- Februar Nachrichten, nach mehreren Monaten der Seitwärtsbewegung beschleunigt die Bitcoin-Preisentwicklung deutlich, der Markt befindet sich im Hochrisikobereich. On-Chain-Daten zeigen, dass zwischen dem 5. und 6. Februar Bitcoin zunächst um 14,3 % gefallen ist, anschließend jedoch schnell um 12,2 % wieder gestiegen ist, was kurzfristig zu starken Schwankungen führte, bei denen sowohl Long- als auch Short-Positionen großflächig liquidiert wurden.
Statistiken von Alphractal zeigen, dass die Volatilität über 30 und 180 Tage gleichzeitig anstieg. Solche Situationen treten häufig nach einer längeren Phase niedriger Volatilität auf und deuten darauf hin, dass sich der Markt von einer „Lagerung“ in eine „schnelle Richtungsfindung“ bewegt. Für Trader mit hohem Hebel steigt das Risiko großer Liquidationen bei Preisschwankungen deutlich.
Besonders aufmerksam sollte man den Bewegungen der Whales folgen. On-Chain-Daten großer Adressen zeigen, dass bei einem Rückgang von Bitcoin von 95.000 USD auf etwa 60.000 USD die Zuflüsse an BTC auf Börsen deutlich zunahmen.

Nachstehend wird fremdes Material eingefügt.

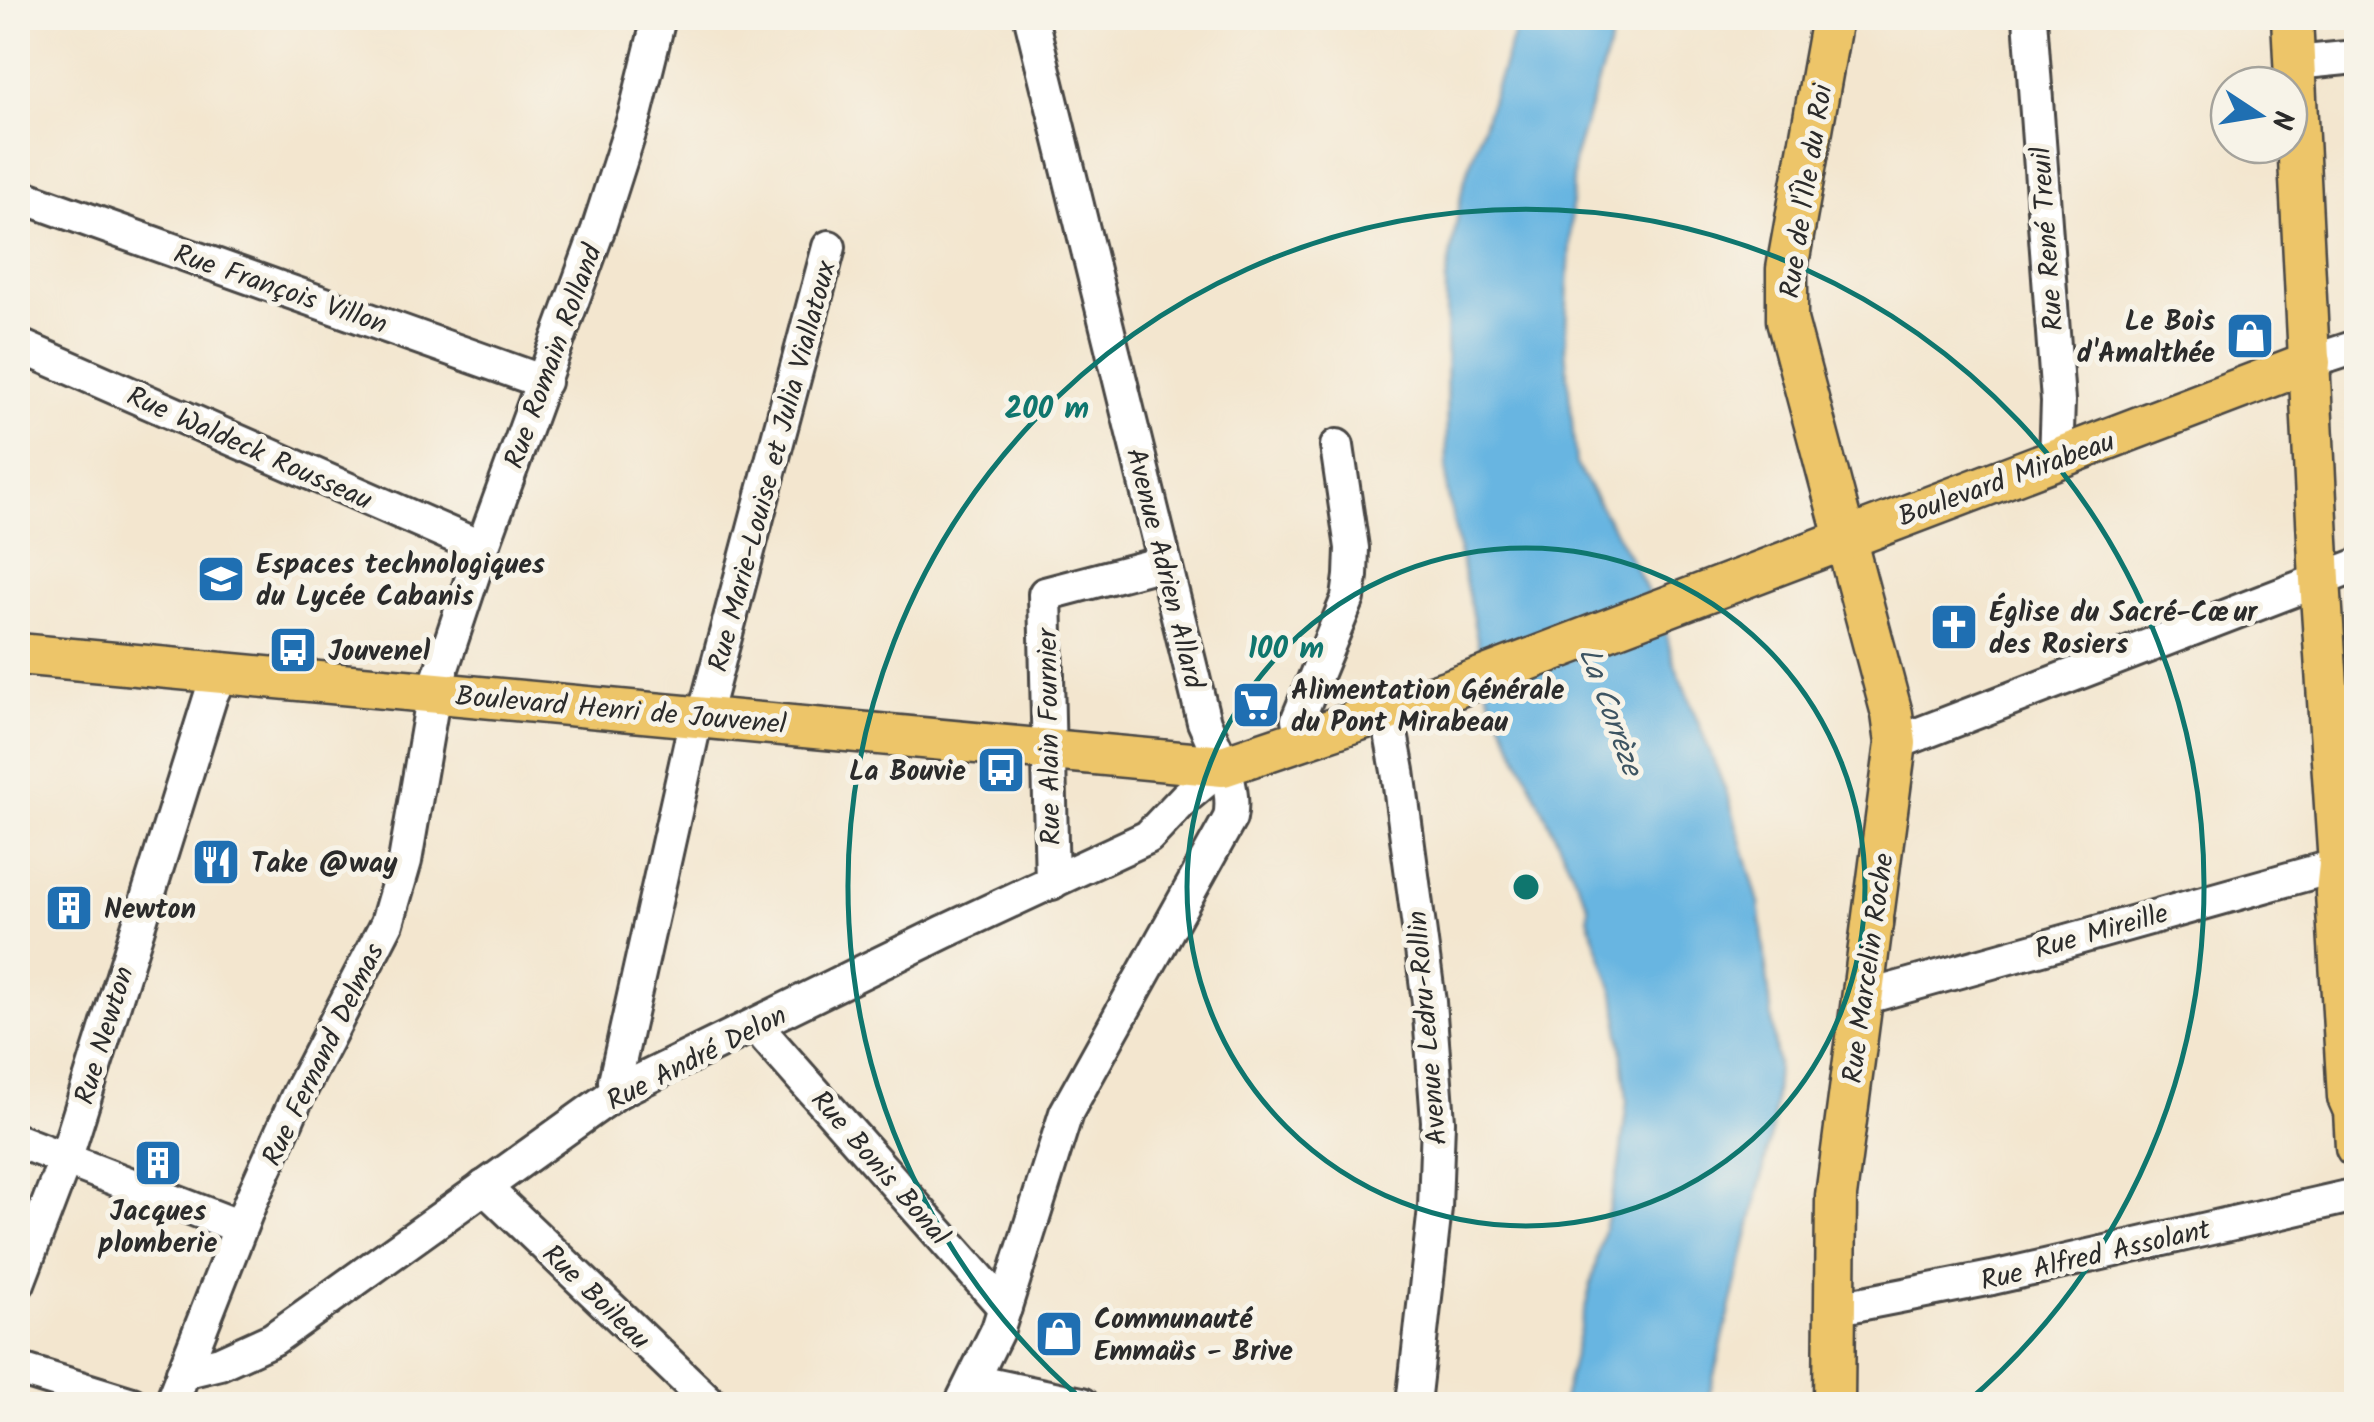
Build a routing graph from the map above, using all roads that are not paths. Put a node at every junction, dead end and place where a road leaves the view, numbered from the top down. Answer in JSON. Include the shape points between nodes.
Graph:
{"nodes":[{"id":1,"x":660,"y":18,"type":"edge"},
{"id":2,"x":1031,"y":18,"type":"edge"},
{"id":3,"x":1832,"y":18,"type":"edge"},
{"id":4,"x":2030,"y":18,"type":"edge"},
{"id":5,"x":2292,"y":18,"type":"edge"},
{"id":6,"x":2356,"y":57,"type":"edge"},
{"id":7,"x":2294,"y":63,"type":"junction"},
{"id":8,"x":18,"y":195,"type":"edge"},
{"id":9,"x":829,"y":246,"type":"dead end"},
{"id":10,"x":18,"y":345,"type":"edge"},
{"id":11,"x":2356,"y":346,"type":"edge"},
{"id":12,"x":2310,"y":362,"type":"junction"},
{"id":13,"x":544,"y":382,"type":"junction"},
{"id":14,"x":1337,"y":446,"type":"dead end"},
{"id":15,"x":2056,"y":461,"type":"junction"},
{"id":16,"x":1844,"y":538,"type":"junction"},
{"id":17,"x":482,"y":548,"type":"junction"},
{"id":18,"x":1164,"y":563,"type":"junction"},
{"id":19,"x":2338,"y":573,"type":"edge"},
{"id":20,"x":18,"y":654,"type":"edge"},
{"id":21,"x":222,"y":672,"type":"junction"},
{"id":22,"x":434,"y":692,"type":"junction"},
{"id":23,"x":1387,"y":712,"type":"junction"},
{"id":24,"x":700,"y":716,"type":"junction"},
{"id":25,"x":1303,"y":741,"type":"junction"},
{"id":26,"x":1896,"y":742,"type":"junction"},
{"id":27,"x":1048,"y":748,"type":"junction"},
{"id":28,"x":1224,"y":766,"type":"junction"},
{"id":29,"x":1177,"y":806,"type":"junction"},
{"id":30,"x":2338,"y":865,"type":"junction"},
{"id":31,"x":1204,"y":866,"type":"junction"},
{"id":32,"x":1052,"y":883,"type":"junction"},
{"id":33,"x":1863,"y":998,"type":"junction"},
{"id":34,"x":2350,"y":1005,"type":"edge"},
{"id":35,"x":756,"y":1026,"type":"junction"},
{"id":36,"x":617,"y":1092,"type":"junction"},
{"id":37,"x":18,"y":1141,"type":"edge"},
{"id":38,"x":2356,"y":1147,"type":"edge"},
{"id":39,"x":64,"y":1160,"type":"junction"},
{"id":40,"x":484,"y":1187,"type":"junction"},
{"id":41,"x":2356,"y":1195,"type":"edge"},
{"id":42,"x":240,"y":1227,"type":"junction"},
{"id":43,"x":18,"y":1283,"type":"edge"},
{"id":44,"x":1005,"y":1308,"type":"junction"},
{"id":45,"x":1833,"y":1309,"type":"junction"},
{"id":46,"x":18,"y":1369,"type":"edge"},
{"id":47,"x":183,"y":1372,"type":"junction"},
{"id":48,"x":967,"y":1393,"type":"edge"},
{"id":49,"x":132,"y":1404,"type":"edge"},
{"id":50,"x":171,"y":1404,"type":"edge"},
{"id":51,"x":710,"y":1404,"type":"edge"},
{"id":52,"x":1082,"y":1404,"type":"edge"},
{"id":53,"x":1413,"y":1404,"type":"edge"},
{"id":54,"x":1834,"y":1404,"type":"edge"}],
"edges":[{"from":1,"to":13,"type":"street","name":"Rue Romain Rolland","via":[[619,166]]},
{"from":2,"to":18,"type":"street","name":"Avenue Adrien Allard"},
{"from":3,"to":16,"type":"main road","name":"Rue de l'Île du Roi","via":[[1785,296]]},
{"from":4,"to":15,"type":"street","name":"Rue René Treuil","via":[[2058,401]]},
{"from":5,"to":7,"type":"main road"},
{"from":6,"to":7,"type":"street"},
{"from":7,"to":12,"type":"main road"},
{"from":8,"to":13,"type":"street","name":"Rue François Villon"},
{"from":9,"to":24,"type":"street","name":"Rue Marie-Louise et Julia Viallatoux"},
{"from":10,"to":17,"type":"street","name":"Rue Waldeck Rousseau"},
{"from":11,"to":12,"type":"street"},
{"from":12,"to":15,"type":"main road","name":"Boulevard Mirabeau"},
{"from":12,"to":19,"type":"main road"},
{"from":13,"to":17,"type":"street","name":"Rue Romain Rolland"},
{"from":14,"to":25,"type":"street","via":[[1351,576],[1298,719]]},
{"from":15,"to":16,"type":"main road","name":"Boulevard Mirabeau"},
{"from":16,"to":23,"type":"main road","name":"Boulevard Mirabeau"},
{"from":16,"to":26,"type":"main road","name":"Rue Marcelin Roche"},
{"from":17,"to":22,"type":"street","name":"Rue Romain Rolland"},
{"from":18,"to":27,"type":"street","name":"Rue Alain Fournier","via":[[1045,594]]},
{"from":18,"to":28,"type":"street","name":"Avenue Adrien Allard","via":[[1204,722]]},
{"from":19,"to":26,"type":"street"},
{"from":19,"to":30,"type":"main road"},
{"from":20,"to":21,"type":"main road","name":"Boulevard Henri de Jouvenel"},
{"from":21,"to":22,"type":"main road","name":"Boulevard Henri de Jouvenel"},
{"from":21,"to":39,"type":"street","name":"Rue Newton","via":[[198,713],[98,1029]]},
{"from":22,"to":24,"type":"main road","name":"Boulevard Henri de Jouvenel"},
{"from":22,"to":42,"type":"street","name":"Rue Fernand Delmas","via":[[387,923],[299,1093]]},
{"from":23,"to":25,"type":"main road"},
{"from":23,"to":53,"type":"street","name":"Avenue Ledru-Rollin","via":[[1438,1121]]},
{"from":24,"to":27,"type":"main road","name":"Boulevard Henri de Jouvenel"},
{"from":24,"to":36,"type":"street","name":"Rue Marie-Louise et Julia Viallatoux"},
{"from":25,"to":28,"type":"main road"},
{"from":26,"to":33,"type":"main road","name":"Rue Marcelin Roche"},
{"from":27,"to":28,"type":"main road","name":"Boulevard Henri de Jouvenel"},
{"from":27,"to":32,"type":"street","name":"Rue Alain Fournier"},
{"from":28,"to":29,"type":"street","name":"Rue André Delon"},
{"from":28,"to":31,"type":"street","name":"Avenue Adrien Allard","via":[[1234,802]]},
{"from":29,"to":31,"type":"street","via":[[1203,841]]},
{"from":29,"to":32,"type":"street","name":"Rue André Delon","via":[[1148,837]]},
{"from":30,"to":33,"type":"street","name":"Rue Mireille"},
{"from":30,"to":34,"type":"main road"},
{"from":31,"to":44,"type":"street","name":"Avenue Adrien Allard","via":[[1066,1113]]},
{"from":32,"to":35,"type":"street","name":"Rue André Delon"},
{"from":33,"to":45,"type":"main road","name":"Rue Marcelin Roche","via":[[1836,1196]]},
{"from":34,"to":38,"type":"main road","via":[[2348,1097]]},
{"from":35,"to":36,"type":"street","name":"Rue André Delon"},
{"from":35,"to":44,"type":"street","name":"Rue Bonis Bonal"},
{"from":36,"to":40,"type":"street","name":"Rue André Delon"},
{"from":37,"to":39,"type":"street"},
{"from":39,"to":42,"type":"street"},
{"from":39,"to":43,"type":"street","name":"Rue Newton"},
{"from":40,"to":47,"type":"street","name":"Rue André Delon","via":[[273,1339]]},
{"from":40,"to":51,"type":"street","name":"Rue Boileau"},
{"from":41,"to":45,"type":"street","name":"Rue Alfred Assolant"},
{"from":42,"to":47,"type":"street","name":"Rue Fernand Delmas"},
{"from":44,"to":48,"type":"street","name":"Avenue Adrien Allard"},
{"from":45,"to":54,"type":"main road","name":"Rue Marcelin Roche"},
{"from":46,"to":49,"type":"street"},
{"from":47,"to":50,"type":"street","name":"Rue Fernand Delmas"},
{"from":48,"to":52,"type":"street"}]}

Das monatliche Durchschnittsvolumen an Zuflüssen stieg von etwa 1000 auf fast 3000 BTC, allein am 6. Februar wurden rund 12.000 BTC auf Börsen transferiert. Seit Anfang Februar gab es sieben Handelstage, an denen die Zuflüsse 5000 BTC überstiegen, was in der Geschichte selten vorkommt.
Diese konzentrierten Zuflüsse sind oft mit temporären Tops oder panikartigem Verkauf verbunden. Derzeit deuten mehr Verkaufssignale als Kaufsignale auf eine anhaltend angespannte Kapitallage hin. Auch die technische Lage ist belastet: Der Bitcoin-Preis liegt deutlich unter dem 20-Tage-Durchschnitt (etwa 77.000 USD), und in letzter Zeit gab es nur in der Region um 60.000 USD begrenzte Erholungen.
Der Momentum-Indikator zeigt, dass der Abwärtstrend noch nicht umgekehrt ist, der RSI bleibt unter 40, und die DMI-Verkaufslinie dominiert weiterhin. Mehrere Signale deuten darauf hin, dass der Markt weiterhin in einem Zustand hoher Volatilität und Unsicherheit ist. Wenn die Kaufkraft nicht anhält, könnte der kurzfristige Trend weiterhin Druck erfahren.